Functions (Aggregate)
Syntax#
-
Function([DISTINCT] expression) -DISTINCT is an optional parameter
-
AVG ( [ ALL | DISTINCT ] expression )
-
COUNT( { [ALL | DISTINCT ] expression ] | * } )
-
GROUPING(<column_expression>)
-
MAX ( [ ALL | DISTINCT ] expression )
-
MIN ( [ ALL | DISTINCT ] expression )
-
SUM ( [ ALL | DISTINCT ] expression )
-
VAR ( [ ALL | DISTINCT ] expression )
OVER ( [ partition_by_clause ] order_by_clause ) -
VARP ( [ ALL | DISTINCT ] expression )
OVER ( [ partition_by_clause ] order_by_clause -
STDEV ( [ ALL | DISTINCT ] expression )
OVER ( [ partition_by_clause ] order_by_clause ) -
STDEVP ( [ ALL | DISTINCT ] expression )
OVER ( [ partition_by_clause ] order_by_clause )
Remarks#
In database management an aggregate function is a function where the values of multiple rows are grouped together as input on certain criteria to form a single value of more significant meaning or measurement such as a set, a bag or a list.
MIN returns the smallest value in a given column
MAX returns the largest value in a given column
SUM returns the sum of the numeric values in a given column
AVG returns the average value of a given column
COUNT returns the total number of values in a given column
COUNT(*) returns the number of rows in a table
GROUPING Is a column or an expression that contains a column in a GROUP BY clause.
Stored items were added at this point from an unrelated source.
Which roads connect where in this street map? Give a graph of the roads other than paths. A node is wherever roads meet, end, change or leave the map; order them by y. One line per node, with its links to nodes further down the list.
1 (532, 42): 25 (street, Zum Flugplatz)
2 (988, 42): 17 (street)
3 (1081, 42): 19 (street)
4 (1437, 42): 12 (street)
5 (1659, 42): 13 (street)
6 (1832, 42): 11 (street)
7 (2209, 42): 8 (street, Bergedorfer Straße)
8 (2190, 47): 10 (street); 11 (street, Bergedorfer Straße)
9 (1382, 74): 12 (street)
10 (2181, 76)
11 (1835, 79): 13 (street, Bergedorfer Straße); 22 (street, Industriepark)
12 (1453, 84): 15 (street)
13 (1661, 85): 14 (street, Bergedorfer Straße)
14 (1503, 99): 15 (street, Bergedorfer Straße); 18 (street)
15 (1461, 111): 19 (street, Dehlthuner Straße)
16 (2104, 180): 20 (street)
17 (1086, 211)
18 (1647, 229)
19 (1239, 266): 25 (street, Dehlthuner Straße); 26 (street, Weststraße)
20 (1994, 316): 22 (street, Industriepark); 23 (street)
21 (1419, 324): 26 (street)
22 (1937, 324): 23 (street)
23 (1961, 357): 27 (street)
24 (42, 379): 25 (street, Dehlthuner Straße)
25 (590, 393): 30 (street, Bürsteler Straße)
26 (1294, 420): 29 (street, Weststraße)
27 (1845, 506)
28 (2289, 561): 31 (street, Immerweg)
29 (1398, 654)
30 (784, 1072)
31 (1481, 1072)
STDEV returns the statistical standard deviation of all values in the specified expression.
STDEVP returns the statistical standard deviation for the population for all values in the specified expression.
VAR returns the statistical variance of all values in the specified expression. may be followed by the OVER clause.
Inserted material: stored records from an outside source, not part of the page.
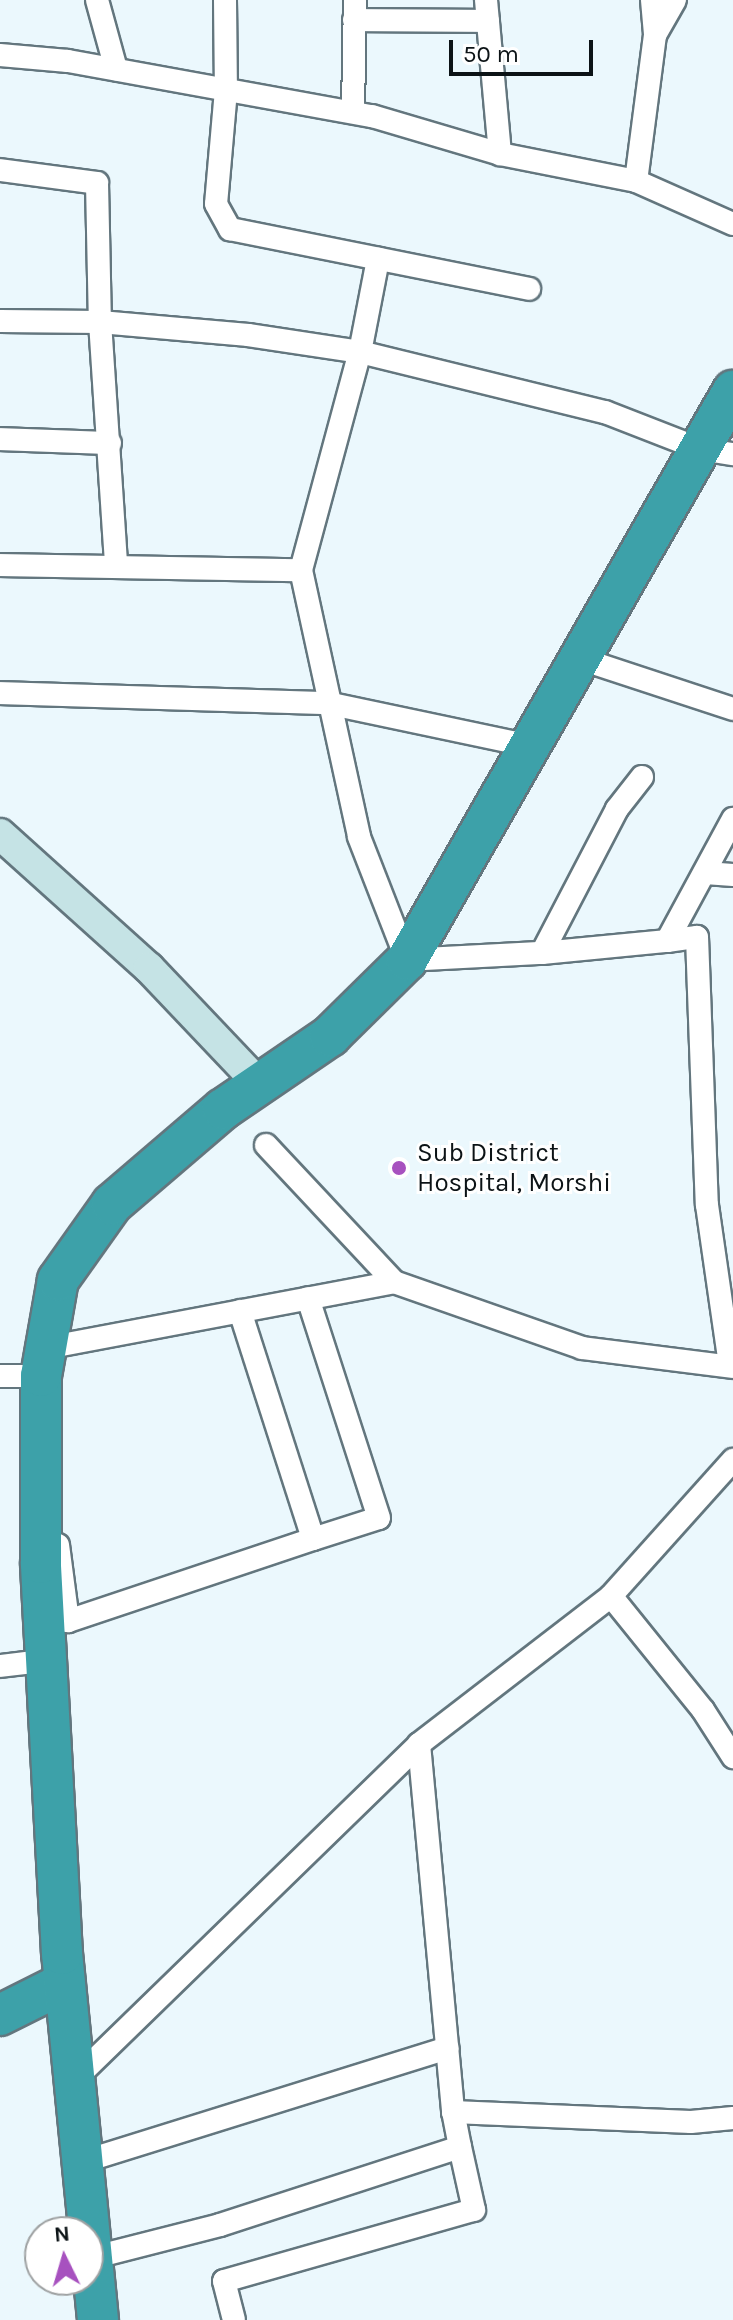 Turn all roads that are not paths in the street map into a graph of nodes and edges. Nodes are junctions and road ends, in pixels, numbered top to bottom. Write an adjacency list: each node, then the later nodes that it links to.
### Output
1 (97, 0): 9 (street)
2 (225, 0): 10 (street)
3 (652, 0): 7 (street)
4 (675, 0): 7 (street)
5 (355, 10): 6 (street); 11 (street)
6 (487, 10): 12 (street)
7 (655, 35): 14 (street)
8 (0, 55): 9 (street)
9 (116, 69): 10 (street)
10 (226, 90): 11 (street); 16 (street)
11 (353, 112): 12 (street)
12 (500, 154): 14 (street)
13 (0, 170): 19 (street)
14 (636, 181): 15 (street)
15 (733, 224)
16 (378, 259): 17 (street); 20 (street)
17 (529, 289)
18 (0, 321): 19 (street)
19 (100, 322): 20 (street); 23 (street)
20 (360, 352): 24 (street); 27 (street)
21 (733, 391): 24 (highway)
22 (0, 439): 23 (street)
23 (110, 443): 26 (street)
24 (717, 451): 28 (highway)
25 (0, 565): 26 (street)
26 (116, 566): 27 (street)
27 (301, 570): 30 (street)
28 (581, 659): 31 (street); 32 (highway)
29 (0, 693): 30 (street)
30 (327, 703): 32 (street); 40 (street)
31 (733, 709)
32 (531, 746): 40 (highway)
33 (642, 777): 39 (street)
34 (733, 819): 36 (street)
35 (0, 834): 41 (street)
36 (705, 873): 37 (street); 38 (street)
37 (733, 875)
38 (667, 941): 39 (street); 47 (street)
39 (542, 953): 40 (street)
40 (407, 960): 41 (highway)
41 (259, 1084): 46 (highway)
42 (266, 1145): 43 (street)
43 (394, 1282): 44 (street); 47 (street)
44 (308, 1298): 45 (street); 51 (street)
45 (240, 1311): 46 (street); 51 (street)
46 (43, 1362): 48 (street); 50 (highway)
47 (732, 1366)
48 (0, 1376)
49 (733, 1460): 52 (street)
50 (41, 1527): 51 (street); 53 (highway)
51 (313, 1539)
52 (611, 1596): 55 (street); 56 (street)
53 (50, 1660): 54 (street); 57 (highway)
54 (0, 1666)
55 (419, 1744): 59 (street); 60 (street)
56 (733, 1757)
57 (64, 1983): 58 (highway); 60 (highway)
58 (0, 2015)
59 (448, 2048): 61 (street); 64 (street)
60 (74, 2080): 64 (highway)
61 (453, 2112): 62 (street); 63 (street)
62 (733, 2118)
63 (460, 2147): 66 (street); 69 (street)
64 (82, 2162): 65 (highway)
65 (87, 2216)
66 (104, 2255)
67 (95, 2296): 68 (highway)
68 (98, 2320)
69 (234, 2320) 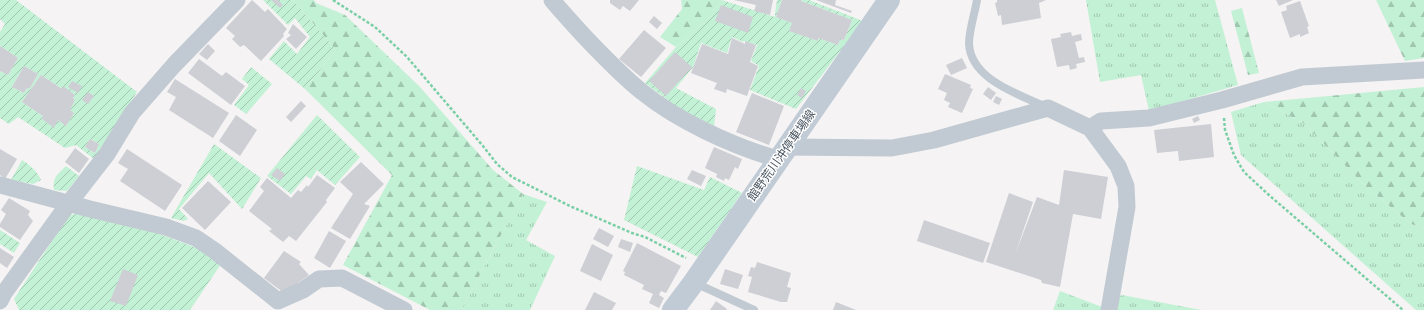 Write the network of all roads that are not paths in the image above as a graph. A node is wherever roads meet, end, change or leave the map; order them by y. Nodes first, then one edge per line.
1 (236, 0) edge
2 (552, 0) edge
3 (889, 0) edge
4 (977, 0) edge
5 (1424, 70) edge
6 (1048, 108) junction
7 (1090, 128) junction
8 (782, 153) junction
9 (0, 185) edge
10 (69, 203) junction
11 (699, 275) junction
12 (0, 301) edge
13 (404, 310) edge
14 (673, 310) edge
15 (754, 310) edge
16 (1109, 310) edge

1 - 10 street
2 - 8 street
3 - 8 main road, 館野荒川沖停車場線
4 - 6 lane
5 - 7 street
6 - 7 street
6 - 8 street
7 - 16 street
8 - 11 main road, 館野荒川沖停車場線
9 - 10 street
10 - 12 street
10 - 13 street
11 - 14 main road, 館野荒川沖停車場線
11 - 15 lane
VARP returns the statistical variance for the population for all values in the specified expression.
Aggregate functions are used to compute against a “returned column of numeric data” from your
SELECT
statement. They basically summarize the results of a particular column of selected data. - SQLCourse2.com
All aggregate functions ignore NULL values.
SUM
Sum
function sum the value of all the rows in the group. If the group by clause is omitted then sums all the rows.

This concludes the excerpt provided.